PT is characterized by uncertain biological behavior with potential for recurrences as well as malignant progression. These tumors show a wide range of clinicopathological features ranging from benign lesions indistinguishable from fibroadenoma to malignant forms overlapping with fibrosarcoma. In malignant PT, stroma undergoes transformation to sarcoma with an increase in mitotic and stromal overgrowth. Stromal–epithelial interaction is thought to be important in the development and malignant transformation of PT.[10] The criteria used to determine malignancy in PT, therefore reflects its pathogenesis. Several clinical factors such as older age and larger lesions have been found to have a greater association with borderline and malignant PT. However, the interpretation of histological parameters used to grade PT is still somewhat subjective and does not strictly correlate with biological behavior.[1]
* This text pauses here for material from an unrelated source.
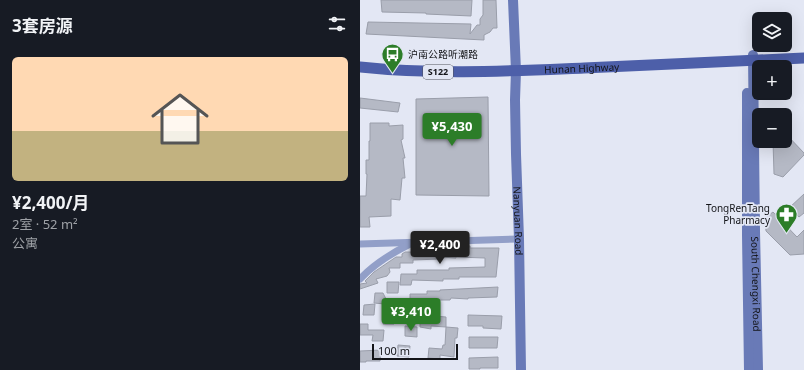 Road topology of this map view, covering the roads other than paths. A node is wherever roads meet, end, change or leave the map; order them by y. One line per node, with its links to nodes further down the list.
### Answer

A number of IHC markers have been studied in PT for diagnosis and subtyping. The neoplastic component of PT is the stroma which is thought to arise from periductal stromal cells. This is supported by the findings that stroma of PT shows positive reaction for vimentin, a variable reaction for actin, CD34 and desmin, and a negative reaction for S-100 protein. Ultrastructurally, the stromal cells of PT are composed of cells with features of both fibroblasts and myofibroblasts. These stromal cells resemble the normal mammary stromal cells.[11] In the study by Kaya et al., proliferating cell nuclear antigen and Ki-67 immunostaining did not reveal significant differences between PT and fibroadenoma.[5] Ki-67, p53 and c-kit have been reported to be useful by some authors in distinguishing benign from malignant PT in diagnostically difficult cases. However, only c-kit was found useful in predicting recurrences in PT.[2],[9] Tse et al. found CD10 to be consistently positive in normal breast myoepithelial cells and CD10 may be a useful adjuvant in assessing the fibroepithelial neoplasms of the breast.[12] No clinical or histological factor, either singly or in combination has been found to be useful in borderline PT or to reliably predict the outcome in every patient. Hence, there is an ongoing search for IHC and molecular markers which may prove to be useful to pathologists and clinicians for diagnosis and treatment. In the various studies discussed above, Ki-67, p53, and CD10 were found to correlate with the grade of PT most closely, even though the actual results of these studies varied widely.[2],[9],[12],[13],[14],[15],[16]

In the present study, the cellular proliferation marker Ki-67 was found to correlate with the grade of PT. 100% of malignant and 66.66% of borderline PT was positive for Ki-67 while 100% of benign PT was negative for the same. This difference of expression between malignant/borderline and benign groups was statistically significant. Similar results were published by other researchers.[2],[13],[14],[16] In the literature, the Ki-67 labeling index is 5%–25% in benign and 15%–100% in malignant PTs.[17] In our series, this index was1%–8% in benign PT, 6%–20% in borderline PT, and 15%–40% in malignant PT, showing an overlap between malignant and borderline cases. Similar results were reported by Kleer et al., who found slight overlap at high and low Ki-67 labeling indexes.[2] According to Esposito et al. as well, mean Ki-67 labeling indexes for benign, borderline, and malignant PTs were 3.6%, 26%, and 32%, respectively.[16] Both these groups also found that clinical behavior and recurrences could not be predicted by Ki-67 labeling index.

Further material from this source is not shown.